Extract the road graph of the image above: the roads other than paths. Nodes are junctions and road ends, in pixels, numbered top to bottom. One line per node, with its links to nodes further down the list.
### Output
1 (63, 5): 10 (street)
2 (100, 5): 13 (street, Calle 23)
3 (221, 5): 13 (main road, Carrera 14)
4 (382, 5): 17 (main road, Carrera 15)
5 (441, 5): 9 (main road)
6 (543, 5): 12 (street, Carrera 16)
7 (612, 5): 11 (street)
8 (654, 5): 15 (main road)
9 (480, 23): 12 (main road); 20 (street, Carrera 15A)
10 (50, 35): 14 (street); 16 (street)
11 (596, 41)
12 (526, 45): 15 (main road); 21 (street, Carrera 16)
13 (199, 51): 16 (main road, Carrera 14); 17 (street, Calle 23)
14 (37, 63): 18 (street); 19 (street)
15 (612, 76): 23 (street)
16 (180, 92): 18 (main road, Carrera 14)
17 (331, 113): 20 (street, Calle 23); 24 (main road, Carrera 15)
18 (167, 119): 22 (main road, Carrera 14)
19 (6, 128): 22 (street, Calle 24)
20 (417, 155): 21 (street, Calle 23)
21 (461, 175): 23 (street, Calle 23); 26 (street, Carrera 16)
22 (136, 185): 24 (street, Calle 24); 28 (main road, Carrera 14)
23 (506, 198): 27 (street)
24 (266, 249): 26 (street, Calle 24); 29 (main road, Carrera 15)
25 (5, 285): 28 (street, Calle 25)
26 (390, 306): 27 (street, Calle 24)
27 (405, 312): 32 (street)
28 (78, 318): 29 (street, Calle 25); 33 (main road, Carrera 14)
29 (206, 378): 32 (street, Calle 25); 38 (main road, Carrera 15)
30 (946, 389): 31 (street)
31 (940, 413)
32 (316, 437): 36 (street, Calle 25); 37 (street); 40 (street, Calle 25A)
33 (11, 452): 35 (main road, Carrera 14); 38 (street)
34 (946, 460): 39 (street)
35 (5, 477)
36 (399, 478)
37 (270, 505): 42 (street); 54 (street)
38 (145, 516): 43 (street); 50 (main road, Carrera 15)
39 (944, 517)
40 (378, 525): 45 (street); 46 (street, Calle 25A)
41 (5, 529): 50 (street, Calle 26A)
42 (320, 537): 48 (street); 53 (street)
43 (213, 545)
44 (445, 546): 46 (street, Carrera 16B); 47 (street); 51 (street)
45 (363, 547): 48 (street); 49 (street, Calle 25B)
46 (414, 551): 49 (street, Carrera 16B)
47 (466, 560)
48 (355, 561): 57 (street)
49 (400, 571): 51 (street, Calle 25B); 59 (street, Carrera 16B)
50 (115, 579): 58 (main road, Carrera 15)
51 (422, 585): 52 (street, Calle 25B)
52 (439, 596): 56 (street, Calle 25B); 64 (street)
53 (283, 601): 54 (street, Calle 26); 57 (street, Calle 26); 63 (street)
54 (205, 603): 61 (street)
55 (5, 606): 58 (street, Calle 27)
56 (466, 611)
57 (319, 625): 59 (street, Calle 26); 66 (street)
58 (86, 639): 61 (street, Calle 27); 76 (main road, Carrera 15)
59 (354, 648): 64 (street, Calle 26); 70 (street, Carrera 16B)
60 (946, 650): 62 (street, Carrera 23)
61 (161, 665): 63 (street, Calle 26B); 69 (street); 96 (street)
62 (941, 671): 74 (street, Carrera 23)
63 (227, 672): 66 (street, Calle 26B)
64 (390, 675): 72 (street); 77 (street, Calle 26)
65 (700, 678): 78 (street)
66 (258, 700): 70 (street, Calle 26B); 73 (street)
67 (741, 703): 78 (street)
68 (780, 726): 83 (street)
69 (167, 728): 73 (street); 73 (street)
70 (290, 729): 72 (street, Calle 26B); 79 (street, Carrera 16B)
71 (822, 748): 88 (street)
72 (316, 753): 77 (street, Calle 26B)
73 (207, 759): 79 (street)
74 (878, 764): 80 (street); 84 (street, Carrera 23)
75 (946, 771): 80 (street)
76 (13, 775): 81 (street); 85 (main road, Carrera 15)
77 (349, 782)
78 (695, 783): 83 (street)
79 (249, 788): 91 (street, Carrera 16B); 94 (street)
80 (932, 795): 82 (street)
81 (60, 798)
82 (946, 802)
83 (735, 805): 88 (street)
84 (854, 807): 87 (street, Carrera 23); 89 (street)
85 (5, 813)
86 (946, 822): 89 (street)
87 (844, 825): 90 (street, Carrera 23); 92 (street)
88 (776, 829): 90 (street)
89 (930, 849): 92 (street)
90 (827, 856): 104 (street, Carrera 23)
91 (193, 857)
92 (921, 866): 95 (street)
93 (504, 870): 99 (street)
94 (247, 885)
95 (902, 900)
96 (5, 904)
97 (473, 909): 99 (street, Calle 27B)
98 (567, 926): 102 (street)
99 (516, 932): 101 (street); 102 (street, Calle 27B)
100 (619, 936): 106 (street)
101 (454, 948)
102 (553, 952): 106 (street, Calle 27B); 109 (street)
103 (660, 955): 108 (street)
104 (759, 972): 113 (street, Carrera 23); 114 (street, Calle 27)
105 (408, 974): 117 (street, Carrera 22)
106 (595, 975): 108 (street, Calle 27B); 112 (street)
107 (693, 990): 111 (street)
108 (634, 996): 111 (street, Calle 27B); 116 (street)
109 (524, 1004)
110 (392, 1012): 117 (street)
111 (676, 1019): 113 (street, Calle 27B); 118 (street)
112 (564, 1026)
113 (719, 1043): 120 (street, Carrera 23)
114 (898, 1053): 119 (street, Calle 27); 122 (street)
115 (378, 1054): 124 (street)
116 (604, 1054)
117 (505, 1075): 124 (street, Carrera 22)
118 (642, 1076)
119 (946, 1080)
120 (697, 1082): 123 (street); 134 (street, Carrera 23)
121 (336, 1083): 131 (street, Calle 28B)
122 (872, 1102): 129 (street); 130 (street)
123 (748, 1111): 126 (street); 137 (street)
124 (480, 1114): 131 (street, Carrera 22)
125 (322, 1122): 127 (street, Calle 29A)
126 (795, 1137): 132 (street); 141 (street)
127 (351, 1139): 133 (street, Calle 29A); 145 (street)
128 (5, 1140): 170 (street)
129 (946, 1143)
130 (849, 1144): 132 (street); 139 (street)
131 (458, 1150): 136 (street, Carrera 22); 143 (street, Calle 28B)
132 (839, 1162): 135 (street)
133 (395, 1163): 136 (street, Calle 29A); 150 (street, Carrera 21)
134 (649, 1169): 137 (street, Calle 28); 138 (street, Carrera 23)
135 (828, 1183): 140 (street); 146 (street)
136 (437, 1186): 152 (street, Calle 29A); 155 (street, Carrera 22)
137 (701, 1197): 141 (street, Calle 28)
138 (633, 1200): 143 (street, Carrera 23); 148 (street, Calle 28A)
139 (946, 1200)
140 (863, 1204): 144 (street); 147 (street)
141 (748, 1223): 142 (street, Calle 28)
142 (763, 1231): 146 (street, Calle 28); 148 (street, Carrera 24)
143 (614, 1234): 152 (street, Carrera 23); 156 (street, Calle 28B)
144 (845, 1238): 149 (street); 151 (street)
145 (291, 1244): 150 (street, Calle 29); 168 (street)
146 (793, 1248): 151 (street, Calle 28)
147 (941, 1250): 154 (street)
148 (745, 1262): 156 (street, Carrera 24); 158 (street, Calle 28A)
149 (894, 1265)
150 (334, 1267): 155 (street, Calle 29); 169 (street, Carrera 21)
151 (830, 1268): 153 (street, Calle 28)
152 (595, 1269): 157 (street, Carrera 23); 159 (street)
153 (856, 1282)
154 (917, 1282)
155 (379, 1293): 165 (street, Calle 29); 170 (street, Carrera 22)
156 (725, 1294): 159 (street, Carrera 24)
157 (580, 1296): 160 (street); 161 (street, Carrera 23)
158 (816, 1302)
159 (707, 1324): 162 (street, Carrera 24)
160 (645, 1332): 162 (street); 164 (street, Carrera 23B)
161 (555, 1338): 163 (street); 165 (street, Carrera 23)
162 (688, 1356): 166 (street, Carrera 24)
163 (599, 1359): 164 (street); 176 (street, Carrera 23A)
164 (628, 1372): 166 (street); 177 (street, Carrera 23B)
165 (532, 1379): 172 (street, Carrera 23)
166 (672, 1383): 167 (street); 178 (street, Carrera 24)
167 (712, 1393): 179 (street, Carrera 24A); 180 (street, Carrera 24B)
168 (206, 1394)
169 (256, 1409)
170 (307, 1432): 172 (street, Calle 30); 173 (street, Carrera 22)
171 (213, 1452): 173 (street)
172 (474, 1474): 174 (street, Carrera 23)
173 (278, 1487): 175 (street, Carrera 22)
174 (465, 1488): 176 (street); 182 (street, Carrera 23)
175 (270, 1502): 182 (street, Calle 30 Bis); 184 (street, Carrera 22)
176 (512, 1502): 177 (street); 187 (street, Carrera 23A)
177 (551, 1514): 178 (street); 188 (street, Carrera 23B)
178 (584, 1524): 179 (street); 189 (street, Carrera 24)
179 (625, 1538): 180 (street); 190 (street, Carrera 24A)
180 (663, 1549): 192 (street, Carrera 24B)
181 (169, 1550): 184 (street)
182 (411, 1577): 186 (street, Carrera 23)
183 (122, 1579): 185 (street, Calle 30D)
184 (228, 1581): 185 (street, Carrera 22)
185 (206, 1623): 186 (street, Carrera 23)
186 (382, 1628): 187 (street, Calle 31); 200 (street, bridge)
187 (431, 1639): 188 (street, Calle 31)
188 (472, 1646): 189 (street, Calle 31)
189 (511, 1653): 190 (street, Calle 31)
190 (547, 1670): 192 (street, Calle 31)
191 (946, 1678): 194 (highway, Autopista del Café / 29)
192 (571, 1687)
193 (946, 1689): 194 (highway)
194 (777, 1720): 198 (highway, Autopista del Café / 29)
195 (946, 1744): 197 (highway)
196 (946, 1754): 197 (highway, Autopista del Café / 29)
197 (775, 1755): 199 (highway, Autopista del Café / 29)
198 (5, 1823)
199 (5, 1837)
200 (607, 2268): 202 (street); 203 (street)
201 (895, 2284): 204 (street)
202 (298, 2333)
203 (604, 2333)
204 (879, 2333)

-*-

- [Exercise directions]:
Your answer should consist of copies of the lines above that include the string "Autopista".

- [Result]:
191 (946, 1678): 194 (highway, Autopista del Café / 29)
194 (777, 1720): 198 (highway, Autopista del Café / 29)
196 (946, 1754): 197 (highway, Autopista del Café / 29)
197 (775, 1755): 199 (highway, Autopista del Café / 29)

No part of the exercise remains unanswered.